設置場所：遺伝子実験施設 4階 大型機器室2
機器類利用料（半期）：1,500円（学内）

　パルスフィールド電気泳動は、電場の方向を変動させることによって巨大なDNA分子を効率良く分離することができる電気泳動法である。
　本機は、CHEF(Clamped Homogeneous Electric Fields)パルスフィールド電気泳動法を採用しており、PACE(Programmed Autonomously Controlled Electrodes)法も備えた応用性の高い装置である。PACE法により、電場を完全にコントロールできるようになり、電場の方向、電圧、スイッチタイムを自在に設定できる。このため、従来のパルスフィールド装置に比べ、より高い分解能やより短時間での解析が実現できるようになった。

【特徴】
　・最適化された泳動条件がコンピュータチップに内蔵されており、目的DNA分子のサイズを入力すると、最適泳動条件を瞬時に導き出すことが可能
　・泳動時間短縮のためにマルチアングルスイッチング可能
　・マルチステートスイッチングにより特定フラグメントの分離能が向上
　・より正確なマッピングのため、スイッチングタイムにリニアランピングとノンリニアランピングの設定が可能
　・分離能向上のため、セカンダリーパルスの設定が可能
　・最大45サンプル同時泳動可能

【使用上の注意】
　・バッファーを入れて、ポンプをまわしてから（目盛り75～85程度）、クーリングモジュールのスイッチを入れて下さい。ポンプをまわす前にクーリングモジュールのスイッチを入れてしまうと、クーリングモジュールの中の流路が凍ってつまります。

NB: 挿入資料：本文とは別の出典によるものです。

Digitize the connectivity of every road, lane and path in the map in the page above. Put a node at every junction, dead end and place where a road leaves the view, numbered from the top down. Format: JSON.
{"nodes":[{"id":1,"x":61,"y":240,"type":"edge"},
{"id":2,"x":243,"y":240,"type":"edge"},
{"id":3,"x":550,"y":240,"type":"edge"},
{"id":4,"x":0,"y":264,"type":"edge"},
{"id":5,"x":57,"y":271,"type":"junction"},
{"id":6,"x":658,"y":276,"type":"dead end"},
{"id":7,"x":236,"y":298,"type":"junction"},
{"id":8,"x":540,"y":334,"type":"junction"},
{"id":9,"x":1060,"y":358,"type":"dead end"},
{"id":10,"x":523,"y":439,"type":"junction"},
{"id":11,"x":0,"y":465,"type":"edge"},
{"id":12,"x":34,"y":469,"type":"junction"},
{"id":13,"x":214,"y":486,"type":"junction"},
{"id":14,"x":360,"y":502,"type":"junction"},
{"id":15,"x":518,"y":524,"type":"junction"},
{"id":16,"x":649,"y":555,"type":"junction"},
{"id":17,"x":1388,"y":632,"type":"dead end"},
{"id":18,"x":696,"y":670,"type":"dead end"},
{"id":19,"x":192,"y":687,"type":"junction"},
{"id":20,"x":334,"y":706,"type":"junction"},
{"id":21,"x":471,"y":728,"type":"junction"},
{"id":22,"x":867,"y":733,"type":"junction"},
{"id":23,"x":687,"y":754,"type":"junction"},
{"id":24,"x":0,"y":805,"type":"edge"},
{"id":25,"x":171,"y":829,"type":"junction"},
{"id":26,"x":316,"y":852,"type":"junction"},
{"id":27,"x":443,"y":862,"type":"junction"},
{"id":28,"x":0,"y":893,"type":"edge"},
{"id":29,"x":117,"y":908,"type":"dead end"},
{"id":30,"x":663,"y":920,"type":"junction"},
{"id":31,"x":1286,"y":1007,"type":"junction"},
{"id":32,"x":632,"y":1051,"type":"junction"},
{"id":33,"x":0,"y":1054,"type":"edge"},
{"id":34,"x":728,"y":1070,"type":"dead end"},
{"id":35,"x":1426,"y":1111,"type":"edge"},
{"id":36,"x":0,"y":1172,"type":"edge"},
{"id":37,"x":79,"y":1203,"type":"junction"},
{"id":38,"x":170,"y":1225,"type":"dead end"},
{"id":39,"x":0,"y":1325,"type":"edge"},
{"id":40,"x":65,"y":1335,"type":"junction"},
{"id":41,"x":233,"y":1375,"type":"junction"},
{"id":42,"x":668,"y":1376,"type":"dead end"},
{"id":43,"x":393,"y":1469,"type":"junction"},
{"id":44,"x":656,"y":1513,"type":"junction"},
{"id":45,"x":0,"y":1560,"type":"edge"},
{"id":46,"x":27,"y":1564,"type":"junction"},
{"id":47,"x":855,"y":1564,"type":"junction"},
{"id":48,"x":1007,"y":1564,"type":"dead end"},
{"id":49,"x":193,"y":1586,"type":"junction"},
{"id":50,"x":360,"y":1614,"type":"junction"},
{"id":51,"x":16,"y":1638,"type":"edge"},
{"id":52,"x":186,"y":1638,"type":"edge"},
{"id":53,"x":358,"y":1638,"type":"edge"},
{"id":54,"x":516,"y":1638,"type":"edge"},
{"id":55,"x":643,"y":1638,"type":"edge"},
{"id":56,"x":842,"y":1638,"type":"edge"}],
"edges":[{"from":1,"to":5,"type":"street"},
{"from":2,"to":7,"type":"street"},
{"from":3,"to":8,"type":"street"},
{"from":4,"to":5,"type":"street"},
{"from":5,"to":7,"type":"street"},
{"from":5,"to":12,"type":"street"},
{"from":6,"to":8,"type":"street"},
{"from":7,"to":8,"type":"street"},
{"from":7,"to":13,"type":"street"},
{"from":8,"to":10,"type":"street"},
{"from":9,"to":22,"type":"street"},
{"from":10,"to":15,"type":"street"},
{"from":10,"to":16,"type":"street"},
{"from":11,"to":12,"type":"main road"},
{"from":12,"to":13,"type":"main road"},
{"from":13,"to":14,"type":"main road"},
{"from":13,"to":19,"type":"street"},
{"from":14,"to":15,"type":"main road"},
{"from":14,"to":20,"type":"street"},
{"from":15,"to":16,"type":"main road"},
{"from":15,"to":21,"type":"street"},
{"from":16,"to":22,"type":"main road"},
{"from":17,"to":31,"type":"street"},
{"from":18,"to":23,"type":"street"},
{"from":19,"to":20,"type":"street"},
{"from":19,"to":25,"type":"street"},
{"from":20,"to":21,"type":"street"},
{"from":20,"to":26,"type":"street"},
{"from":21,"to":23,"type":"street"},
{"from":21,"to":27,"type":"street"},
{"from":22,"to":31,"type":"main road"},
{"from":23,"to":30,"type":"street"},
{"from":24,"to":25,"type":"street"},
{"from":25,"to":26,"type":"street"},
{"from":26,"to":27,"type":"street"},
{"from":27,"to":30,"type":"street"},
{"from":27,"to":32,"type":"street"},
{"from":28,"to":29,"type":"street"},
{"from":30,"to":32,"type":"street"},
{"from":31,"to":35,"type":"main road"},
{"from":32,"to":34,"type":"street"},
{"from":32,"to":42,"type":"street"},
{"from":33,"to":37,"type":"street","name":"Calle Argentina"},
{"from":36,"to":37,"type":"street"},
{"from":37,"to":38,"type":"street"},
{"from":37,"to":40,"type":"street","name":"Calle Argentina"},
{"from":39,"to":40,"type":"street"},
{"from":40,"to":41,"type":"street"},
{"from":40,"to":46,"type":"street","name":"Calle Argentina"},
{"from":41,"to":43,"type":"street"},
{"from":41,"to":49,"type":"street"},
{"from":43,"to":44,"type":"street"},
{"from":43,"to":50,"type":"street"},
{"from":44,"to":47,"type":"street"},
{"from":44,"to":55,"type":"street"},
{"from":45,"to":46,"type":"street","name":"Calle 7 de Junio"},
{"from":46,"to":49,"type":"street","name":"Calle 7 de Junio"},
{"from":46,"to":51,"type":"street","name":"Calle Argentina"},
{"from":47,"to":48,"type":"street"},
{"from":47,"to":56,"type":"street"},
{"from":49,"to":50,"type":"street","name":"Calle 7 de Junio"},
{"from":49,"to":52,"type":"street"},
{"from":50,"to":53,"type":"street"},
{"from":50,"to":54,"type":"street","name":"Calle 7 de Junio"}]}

　・泳動中（High Voltage点灯中）は決して本体（CHEF Mapper）のスイッチをオフにすることにより電気泳動を止めないで下さい。泳動を止める時はSTOP/RUNボタンを押して（START/RUNボタンとPAUSE/CONTボタンの二つを同時に押す）止めて下さい。

　・電気泳動槽の中の24本の白金線を切らないように注意して下さい。１本だけ切った場合でも24本全てを交換する必要があります。

　・電気泳動終了後は、純水等でよく循環して流路を洗浄してください。

　・ポンプを止めるときは、目盛りをゼロにしてから止めて下さい。